Le projet de loi envisage une extension des pouvoirs des agents de police judiciaire pour pratiquer des actes non coercitifs, et des prélèvements.
Il est également envisagé une amélioration et une généralisation des procédures alternatives en matière pénale. Alors que certaines matières comme les transports, l’environnement, le sport, l’urbanisme, la santé publique, sont propices à la possibilité de transaction pénale, les autres domaines du droit s’y prêtent mal dans la mesure où l’on pourrait craindre une déjudiciarisation de la délinquance en col blanc.
Il est envisagé également la création de d’amende forfaitaire qui s’appliquerait à des délits de masse et sans victime : vente à la sauvette, usage de stupéfiants, occupation des halls d’immeubles, port d’armes de catégorie D, certaines infractions au code de la route, infractions aux débits de boissons, ivresse publique…
La problématique de cette méthode est que les peines doivent normalement être individualisées dans notre système français. Or ici il y a recours à une forfaitisation de la peine. Par ailleurs le recours à l’amende forfaitaire en matière délictuelle rendrait très difficile le suivi judiciaire d’un délinquant qui réitérerait ses actes., tandis que les contraventions ne sont pas mentionnées dans le casier judiciaire. Par ailleurs, le système de la fixation d’une amende peut engendrer des difficultés de recouvrement.
Le recours à la forfaitisation engendre donc une déjudiciarisation déguisée, fait régressait les droits de la défense, fait obstacle à la possibilité de se défendre par l’entremise d’un avocat, devient incompatible avec le principe de l’individualisation de la peine.
Le projet de loi entend généraliser à davantage de délits le recours à la procédure d’ordonnance pénale. L’on sait que cette procédure est assez systématique dans les infractions au code de la route et qu’elle limite le rôle de l’avocat de sorte que les droits de la défense sont en net recul. Généraliser l’ordonnance pénale à d’autres infractions que celles existantes est de nature à consacrer un recul général des droits de la défense.
Le projet de loi prévoit également la généralisation de la procédure de CRPC aux contraventions de 5e classe et aux infractions liées à la fraude fiscale. La procédure de CRPC consiste à être accueilli par le procureur dans son bureau qui propose une peine compte tenu des faits qui sont reprochés. Si le prévenu accepte cette proposition de peine, alors elle doit être homologuée à l’occasion d’une audience qui se déroule devant le juge correctionnel lequel va devoir entendre les brèves observations de l’avocat.
L’on n’ignore pas que le recours de plus en plus systématique à la procédure de CRPC fait reculer les droits de la défense dans la mesure où il s’agit d’un mécanisme de sanction judiciaire qui laisse peu de place aux velléités de l’avocat.

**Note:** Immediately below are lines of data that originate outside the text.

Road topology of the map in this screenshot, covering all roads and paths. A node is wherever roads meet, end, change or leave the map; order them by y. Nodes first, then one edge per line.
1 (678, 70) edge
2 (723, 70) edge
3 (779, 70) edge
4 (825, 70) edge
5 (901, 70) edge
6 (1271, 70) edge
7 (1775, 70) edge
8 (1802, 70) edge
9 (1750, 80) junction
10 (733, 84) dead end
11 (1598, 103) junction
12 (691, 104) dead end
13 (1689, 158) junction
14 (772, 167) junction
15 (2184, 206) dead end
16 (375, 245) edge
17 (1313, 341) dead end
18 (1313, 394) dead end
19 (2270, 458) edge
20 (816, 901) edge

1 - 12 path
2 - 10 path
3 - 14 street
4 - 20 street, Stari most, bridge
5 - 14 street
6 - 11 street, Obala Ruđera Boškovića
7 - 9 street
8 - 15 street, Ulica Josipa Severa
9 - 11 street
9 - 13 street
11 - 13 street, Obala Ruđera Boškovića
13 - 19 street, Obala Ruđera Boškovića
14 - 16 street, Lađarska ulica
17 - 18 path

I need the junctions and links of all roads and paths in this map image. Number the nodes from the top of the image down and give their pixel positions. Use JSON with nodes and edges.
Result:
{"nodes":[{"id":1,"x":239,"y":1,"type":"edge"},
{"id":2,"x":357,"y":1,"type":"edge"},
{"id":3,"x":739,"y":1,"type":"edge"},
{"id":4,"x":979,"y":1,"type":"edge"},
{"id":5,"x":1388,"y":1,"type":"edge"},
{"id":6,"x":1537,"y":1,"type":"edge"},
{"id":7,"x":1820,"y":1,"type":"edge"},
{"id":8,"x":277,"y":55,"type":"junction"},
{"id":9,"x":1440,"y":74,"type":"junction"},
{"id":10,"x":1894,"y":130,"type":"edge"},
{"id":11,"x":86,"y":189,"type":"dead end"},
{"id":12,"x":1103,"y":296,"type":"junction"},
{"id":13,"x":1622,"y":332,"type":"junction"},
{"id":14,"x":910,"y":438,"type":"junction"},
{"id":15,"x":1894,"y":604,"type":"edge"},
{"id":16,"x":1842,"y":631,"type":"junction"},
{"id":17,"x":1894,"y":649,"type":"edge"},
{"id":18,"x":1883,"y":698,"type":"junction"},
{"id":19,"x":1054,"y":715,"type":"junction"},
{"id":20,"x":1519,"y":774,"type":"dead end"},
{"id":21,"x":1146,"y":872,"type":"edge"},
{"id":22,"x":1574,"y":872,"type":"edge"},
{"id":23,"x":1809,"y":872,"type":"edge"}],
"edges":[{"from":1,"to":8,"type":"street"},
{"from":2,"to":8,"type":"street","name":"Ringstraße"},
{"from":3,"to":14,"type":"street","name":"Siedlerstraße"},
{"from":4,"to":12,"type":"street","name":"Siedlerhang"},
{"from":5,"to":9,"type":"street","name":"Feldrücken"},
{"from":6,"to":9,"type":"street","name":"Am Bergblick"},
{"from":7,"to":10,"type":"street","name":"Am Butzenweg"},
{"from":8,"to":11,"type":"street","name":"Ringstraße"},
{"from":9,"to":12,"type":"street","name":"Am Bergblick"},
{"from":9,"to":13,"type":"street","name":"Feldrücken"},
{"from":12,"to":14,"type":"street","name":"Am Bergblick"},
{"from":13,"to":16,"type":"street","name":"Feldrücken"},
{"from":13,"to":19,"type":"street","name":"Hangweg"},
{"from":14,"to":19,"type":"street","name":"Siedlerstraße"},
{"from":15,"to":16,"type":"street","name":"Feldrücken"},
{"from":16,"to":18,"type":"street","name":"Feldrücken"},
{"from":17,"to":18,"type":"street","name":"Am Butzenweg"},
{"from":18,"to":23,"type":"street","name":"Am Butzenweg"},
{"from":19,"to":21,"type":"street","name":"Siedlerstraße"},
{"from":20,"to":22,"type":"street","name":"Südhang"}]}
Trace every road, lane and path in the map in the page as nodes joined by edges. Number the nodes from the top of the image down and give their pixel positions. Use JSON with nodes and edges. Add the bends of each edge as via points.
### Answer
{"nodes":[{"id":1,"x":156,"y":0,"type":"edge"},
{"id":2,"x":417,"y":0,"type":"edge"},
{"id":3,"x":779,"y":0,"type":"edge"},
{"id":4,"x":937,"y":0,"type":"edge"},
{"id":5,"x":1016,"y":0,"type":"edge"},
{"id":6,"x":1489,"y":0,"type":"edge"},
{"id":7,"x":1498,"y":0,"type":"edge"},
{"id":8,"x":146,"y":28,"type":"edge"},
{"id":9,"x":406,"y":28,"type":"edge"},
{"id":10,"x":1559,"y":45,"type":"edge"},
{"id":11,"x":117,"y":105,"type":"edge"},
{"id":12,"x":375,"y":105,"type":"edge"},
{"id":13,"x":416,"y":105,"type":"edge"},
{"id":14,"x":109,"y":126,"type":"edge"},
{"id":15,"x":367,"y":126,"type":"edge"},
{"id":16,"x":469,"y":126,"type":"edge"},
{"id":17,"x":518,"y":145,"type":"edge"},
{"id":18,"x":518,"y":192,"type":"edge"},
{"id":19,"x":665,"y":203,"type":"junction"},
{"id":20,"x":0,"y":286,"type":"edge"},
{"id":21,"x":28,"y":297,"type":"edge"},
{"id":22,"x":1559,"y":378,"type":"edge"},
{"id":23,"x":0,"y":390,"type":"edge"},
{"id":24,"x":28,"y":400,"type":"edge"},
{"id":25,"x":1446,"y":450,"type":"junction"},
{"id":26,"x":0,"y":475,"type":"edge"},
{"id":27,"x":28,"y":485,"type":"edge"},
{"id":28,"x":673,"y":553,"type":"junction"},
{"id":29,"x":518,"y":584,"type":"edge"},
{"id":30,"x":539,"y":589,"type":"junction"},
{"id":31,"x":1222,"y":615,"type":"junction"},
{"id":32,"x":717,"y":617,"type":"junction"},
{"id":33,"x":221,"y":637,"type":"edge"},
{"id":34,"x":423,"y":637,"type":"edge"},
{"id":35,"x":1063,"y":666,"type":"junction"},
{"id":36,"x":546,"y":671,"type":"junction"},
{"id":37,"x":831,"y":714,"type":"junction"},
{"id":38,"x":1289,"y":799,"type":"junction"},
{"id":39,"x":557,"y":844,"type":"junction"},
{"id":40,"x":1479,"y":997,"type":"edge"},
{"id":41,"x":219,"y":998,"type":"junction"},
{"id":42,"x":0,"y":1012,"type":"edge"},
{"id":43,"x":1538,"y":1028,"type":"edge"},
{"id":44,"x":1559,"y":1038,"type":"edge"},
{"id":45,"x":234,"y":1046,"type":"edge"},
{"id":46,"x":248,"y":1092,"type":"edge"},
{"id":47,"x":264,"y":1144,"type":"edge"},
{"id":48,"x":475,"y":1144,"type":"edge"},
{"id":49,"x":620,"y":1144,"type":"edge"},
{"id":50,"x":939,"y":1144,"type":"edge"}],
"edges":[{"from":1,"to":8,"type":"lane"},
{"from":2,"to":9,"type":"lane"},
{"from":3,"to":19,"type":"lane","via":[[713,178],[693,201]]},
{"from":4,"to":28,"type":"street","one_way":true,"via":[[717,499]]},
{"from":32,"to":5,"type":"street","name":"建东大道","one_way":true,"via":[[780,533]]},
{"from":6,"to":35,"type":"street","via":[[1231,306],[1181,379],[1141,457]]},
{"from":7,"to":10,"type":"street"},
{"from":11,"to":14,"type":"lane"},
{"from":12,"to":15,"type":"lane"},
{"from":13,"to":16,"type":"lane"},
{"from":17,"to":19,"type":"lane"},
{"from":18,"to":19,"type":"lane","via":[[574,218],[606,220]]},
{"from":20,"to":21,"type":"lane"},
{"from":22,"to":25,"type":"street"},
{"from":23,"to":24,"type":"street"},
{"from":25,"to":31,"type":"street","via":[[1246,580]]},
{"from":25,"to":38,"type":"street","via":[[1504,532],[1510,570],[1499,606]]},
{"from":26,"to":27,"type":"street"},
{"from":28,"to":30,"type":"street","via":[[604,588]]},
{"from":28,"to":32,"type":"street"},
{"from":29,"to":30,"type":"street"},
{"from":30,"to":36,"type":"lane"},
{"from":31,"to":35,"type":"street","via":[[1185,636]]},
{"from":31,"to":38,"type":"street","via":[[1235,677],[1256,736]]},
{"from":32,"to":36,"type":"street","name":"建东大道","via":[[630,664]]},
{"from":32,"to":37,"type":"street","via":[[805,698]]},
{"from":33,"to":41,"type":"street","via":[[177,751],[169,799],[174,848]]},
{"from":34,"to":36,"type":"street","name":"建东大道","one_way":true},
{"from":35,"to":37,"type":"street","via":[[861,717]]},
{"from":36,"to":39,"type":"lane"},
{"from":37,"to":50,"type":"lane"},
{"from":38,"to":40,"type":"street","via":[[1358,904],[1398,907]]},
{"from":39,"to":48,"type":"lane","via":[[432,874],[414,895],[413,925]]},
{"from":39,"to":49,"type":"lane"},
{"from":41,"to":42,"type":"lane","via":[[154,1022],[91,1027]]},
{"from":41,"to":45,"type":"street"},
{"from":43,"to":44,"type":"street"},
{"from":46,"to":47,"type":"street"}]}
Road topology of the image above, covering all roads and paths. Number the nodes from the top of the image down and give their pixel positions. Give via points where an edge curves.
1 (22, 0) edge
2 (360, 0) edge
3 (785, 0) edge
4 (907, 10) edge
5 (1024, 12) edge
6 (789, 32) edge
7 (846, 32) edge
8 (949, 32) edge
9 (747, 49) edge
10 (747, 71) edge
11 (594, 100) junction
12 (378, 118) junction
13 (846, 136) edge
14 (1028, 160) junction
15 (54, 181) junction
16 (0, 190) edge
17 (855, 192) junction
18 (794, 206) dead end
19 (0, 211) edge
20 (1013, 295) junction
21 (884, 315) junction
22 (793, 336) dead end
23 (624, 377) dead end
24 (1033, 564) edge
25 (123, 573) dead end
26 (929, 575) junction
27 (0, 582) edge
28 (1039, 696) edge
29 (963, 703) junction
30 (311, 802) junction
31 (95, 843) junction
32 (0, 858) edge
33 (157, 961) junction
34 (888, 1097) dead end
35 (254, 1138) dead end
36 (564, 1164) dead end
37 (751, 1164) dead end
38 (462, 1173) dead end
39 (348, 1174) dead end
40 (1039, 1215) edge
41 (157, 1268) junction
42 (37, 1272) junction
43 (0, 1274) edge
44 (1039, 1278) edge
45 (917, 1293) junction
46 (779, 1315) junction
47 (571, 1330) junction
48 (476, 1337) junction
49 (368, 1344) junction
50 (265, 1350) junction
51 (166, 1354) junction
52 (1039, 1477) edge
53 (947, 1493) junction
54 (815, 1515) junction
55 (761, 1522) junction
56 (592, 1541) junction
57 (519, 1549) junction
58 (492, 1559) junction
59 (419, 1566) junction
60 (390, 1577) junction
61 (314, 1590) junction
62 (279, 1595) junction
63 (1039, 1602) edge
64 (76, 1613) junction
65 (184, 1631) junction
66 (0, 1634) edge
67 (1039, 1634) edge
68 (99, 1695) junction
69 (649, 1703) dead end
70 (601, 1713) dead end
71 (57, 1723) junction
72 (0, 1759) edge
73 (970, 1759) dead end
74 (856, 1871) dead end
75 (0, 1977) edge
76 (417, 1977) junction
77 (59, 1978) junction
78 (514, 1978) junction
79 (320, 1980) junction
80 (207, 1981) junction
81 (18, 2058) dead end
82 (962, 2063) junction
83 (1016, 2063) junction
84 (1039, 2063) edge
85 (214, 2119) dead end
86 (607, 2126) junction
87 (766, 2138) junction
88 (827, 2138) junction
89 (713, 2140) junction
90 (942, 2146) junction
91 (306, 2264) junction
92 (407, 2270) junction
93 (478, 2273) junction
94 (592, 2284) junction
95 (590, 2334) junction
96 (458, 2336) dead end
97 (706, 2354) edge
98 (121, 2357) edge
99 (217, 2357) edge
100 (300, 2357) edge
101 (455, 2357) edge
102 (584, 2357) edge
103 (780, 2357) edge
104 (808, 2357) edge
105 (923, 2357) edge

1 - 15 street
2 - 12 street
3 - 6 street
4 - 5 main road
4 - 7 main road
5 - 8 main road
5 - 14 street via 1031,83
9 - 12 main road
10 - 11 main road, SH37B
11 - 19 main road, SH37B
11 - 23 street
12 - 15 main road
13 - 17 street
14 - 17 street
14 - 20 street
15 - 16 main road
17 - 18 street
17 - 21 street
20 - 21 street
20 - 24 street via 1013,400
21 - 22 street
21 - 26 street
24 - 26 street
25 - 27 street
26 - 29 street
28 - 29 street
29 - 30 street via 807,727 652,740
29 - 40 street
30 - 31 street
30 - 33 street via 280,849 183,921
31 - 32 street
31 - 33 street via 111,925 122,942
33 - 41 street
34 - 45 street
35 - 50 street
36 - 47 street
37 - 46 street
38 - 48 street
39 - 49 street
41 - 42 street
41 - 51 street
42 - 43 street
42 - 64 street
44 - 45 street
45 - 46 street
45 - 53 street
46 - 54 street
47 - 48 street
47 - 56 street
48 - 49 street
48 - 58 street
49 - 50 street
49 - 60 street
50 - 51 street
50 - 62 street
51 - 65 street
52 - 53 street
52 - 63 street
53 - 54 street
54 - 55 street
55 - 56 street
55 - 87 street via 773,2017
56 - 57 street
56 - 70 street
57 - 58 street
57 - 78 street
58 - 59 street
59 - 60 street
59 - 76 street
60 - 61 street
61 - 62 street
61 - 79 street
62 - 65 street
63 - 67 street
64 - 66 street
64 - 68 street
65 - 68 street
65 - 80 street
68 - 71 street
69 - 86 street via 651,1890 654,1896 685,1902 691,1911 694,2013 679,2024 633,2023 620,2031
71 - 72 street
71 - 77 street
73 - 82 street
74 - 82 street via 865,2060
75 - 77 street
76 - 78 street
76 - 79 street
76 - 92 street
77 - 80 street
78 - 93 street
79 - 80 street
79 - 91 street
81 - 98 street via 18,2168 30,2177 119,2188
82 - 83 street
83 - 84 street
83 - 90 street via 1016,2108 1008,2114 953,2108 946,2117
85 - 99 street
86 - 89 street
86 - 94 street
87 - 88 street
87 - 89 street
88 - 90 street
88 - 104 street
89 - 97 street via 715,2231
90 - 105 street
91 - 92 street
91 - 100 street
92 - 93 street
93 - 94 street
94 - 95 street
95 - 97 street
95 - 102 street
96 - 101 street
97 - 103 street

Il faut savoir qu’en l’état actuel du droit, et de la pratique, la CRPC laisse peu de place à la négociation avec le parquet sur la peine. C’est souvent « à prendre ou à laisser ». Le rôle de l’avocat est de conseiller son client et de lui indiquer si à son sens, il est préférable d’accepter ou non la proposition du parquet en sachant que si le prévenu n’accepte pas cette proposition de peine, il sera renvoyé devant le tribunal correctionnel afin d’être jugé ; cette possibilité a juste le mérite de permettre à l’avocat de présenter de véritables plaidoiries et de produire toutes pièces utiles à la défense de son client.
Le projet de loi prévoit la création d’une procédure intermédiaire entre la fin de la garde à vue et la saisine du juge d’instruction. En effet, il est constaté en pratique, que certaines enquêtes pénales ne sont pas tout à fait terminées à l’issue de la garde à vue. Il manque certains actes d’enquête au dossier. Dans ces cas, le parquet décide de déférer le prévenu au juge d’instruction. Une information judiciaire est alors ouverte pour la simple raison qu’une investigation complémentaire n’est pas terminée. Or l’ouverture d’une information judiciaire est chronophage, occupe le cabinet du juge d’instruction et ne confère pas une réelle plus-value au service public de la justice. Il est donc proposé qu’une procédure intermédiaire puisse être créée, sous l’égide du parquet, permettant que le complément de procédure, assorti d’une mesure de sûreté, soit mise en œuvre, en attendant la comparution différée devant le tribunal correctionnel. Les avocats ne sont pas favorables à ce type de modification dans la procédure pénale. Ils estiment que cette phase intermédiaire violerait la présomption d’innocence et les droits de la défense. Il faut se rappeler que l’avocat a droit à avoir accès au dossier pénal que lorsque son client est mis en examen. Pendant cette phase intermédiaire, son client n’aura pas de statut de mis en examen et par conséquent, son avocat ne pourra pas voir accès au dossier pour l’aider à se défendre. Cette phase intermédiaire conduirait sans doute à une augmentation du recours à la détention provisoire.
Le projet de loi prévoit un délai maximal de signification de la liste des témoins dans le procès pénal. Le parquet aurait un mois avant l’audience pour faire signifier la liste des témoins qu’il souhaite voir entendre. La défense aurait 10 jours pour se faire ainsi que la partie civile. Les avocats voient dans cette mesure une nouvelle inégalité consacrée entre le parquet et la défense.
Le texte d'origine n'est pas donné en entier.